TASK TO COMPLETE:
Print the data exactly as written, line for line, and leave its pictures behind.

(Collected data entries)
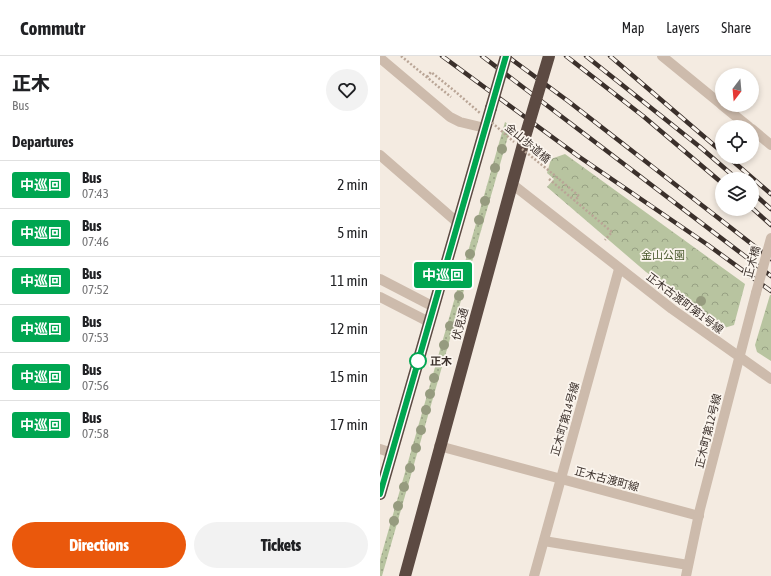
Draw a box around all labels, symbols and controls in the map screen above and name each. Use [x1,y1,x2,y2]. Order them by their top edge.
text: Commutr [20,17,85,39]
text: Map [622,20,644,36]
text: Layers [666,20,699,36]
text: Share [721,20,751,36]
north arrow [715,68,759,112]
map controls [715,68,759,216]
button: heart [326,69,368,111]
text: 正木 [12,72,50,94]
text: Bus [12,98,29,113]
button: locate [715,120,759,164]
street label: 金山歩道橋 [503,121,553,165]
text: Departures [12,133,74,150]
text: Bus [82,169,102,186]
button: layers [715,172,759,216]
text: 2 min [337,176,368,193]
text: 中巡回 [20,177,62,193]
text: 07:43 [82,186,109,201]
text: Bus [82,217,102,234]
text: 5 min [337,224,368,241]
text: 中巡回 [20,225,62,241]
text: 07:46 [82,234,109,249]
street label: 正木橋 [742,245,762,279]
park label: 金山公園 [641,249,685,261]
line badge: 中巡回 [420,262,466,288]
text: Bus [82,265,102,282]
text: 中巡回 [422,267,464,283]
street label: 正木古渡町第1号線 [644,270,726,336]
text: 11 min [330,272,368,289]
text: 中巡回 [20,273,62,289]
text: 07:52 [82,282,109,297]
street label: 伏見通 [450,307,470,341]
text: Bus [82,313,102,330]
text: 12 min [330,320,368,337]
text: 中巡回 [20,321,62,337]
text: 07:53 [82,330,109,345]
marker: 正木 [409,352,427,370]
place label: 正木 [430,355,452,367]
text: Bus [82,361,102,378]
text: 15 min [330,368,368,385]
text: 中巡回 [20,369,62,385]
text: 07:56 [82,378,109,393]
street label: 正木町第14号線 [549,381,581,457]
street label: 正木町第12号線 [693,393,723,469]
text: Bus [82,409,102,426]
text: 17 min [330,416,368,433]
text: 中巡回 [20,417,62,433]
text: 07:58 [82,426,109,441]
street label: 正木古渡町線 [574,465,640,493]
button: Directions [12,522,186,568]
button: Tickets [194,522,368,568]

ANSWER SPACE:
Draw a box around all labels, symbols and controls in the map screen above and name each. Use [x1,y1,x2,y2]. Order them by their top edge.
text: Commutr [20,17,85,39]
text: Map [622,20,644,36]
text: Layers [666,20,699,36]
text: Share [721,20,751,36]
north arrow [715,68,759,112]
map controls [715,68,759,216]
button: heart [326,69,368,111]
text: 正木 [12,72,50,94]
text: Bus [12,98,29,113]
button: locate [715,120,759,164]
street label: 金山歩道橋 [503,121,553,165]
text: Departures [12,133,74,150]
text: Bus [82,169,102,186]
button: layers [715,172,759,216]
text: 2 min [337,176,368,193]
text: 中巡回 [20,177,62,193]
text: 07:43 [82,186,109,201]
text: Bus [82,217,102,234]
text: 5 min [337,224,368,241]
text: 中巡回 [20,225,62,241]
text: 07:46 [82,234,109,249]
street label: 正木橋 [742,245,762,279]
park label: 金山公園 [641,249,685,261]
line badge: 中巡回 [420,262,466,288]
text: Bus [82,265,102,282]
text: 中巡回 [422,267,464,283]
street label: 正木古渡町第1号線 [644,270,726,336]
text: 11 min [330,272,368,289]
text: 中巡回 [20,273,62,289]
text: 07:52 [82,282,109,297]
street label: 伏見通 [450,307,470,341]
text: Bus [82,313,102,330]
text: 12 min [330,320,368,337]
text: 中巡回 [20,321,62,337]
text: 07:53 [82,330,109,345]
marker: 正木 [409,352,427,370]
place label: 正木 [430,355,452,367]
text: Bus [82,361,102,378]
text: 15 min [330,368,368,385]
text: 中巡回 [20,369,62,385]
text: 07:56 [82,378,109,393]
street label: 正木町第14号線 [549,381,581,457]
street label: 正木町第12号線 [693,393,723,469]
text: Bus [82,409,102,426]
text: 17 min [330,416,368,433]
text: 中巡回 [20,417,62,433]
text: 07:58 [82,426,109,441]
street label: 正木古渡町線 [574,465,640,493]
button: Directions [12,522,186,568]
button: Tickets [194,522,368,568]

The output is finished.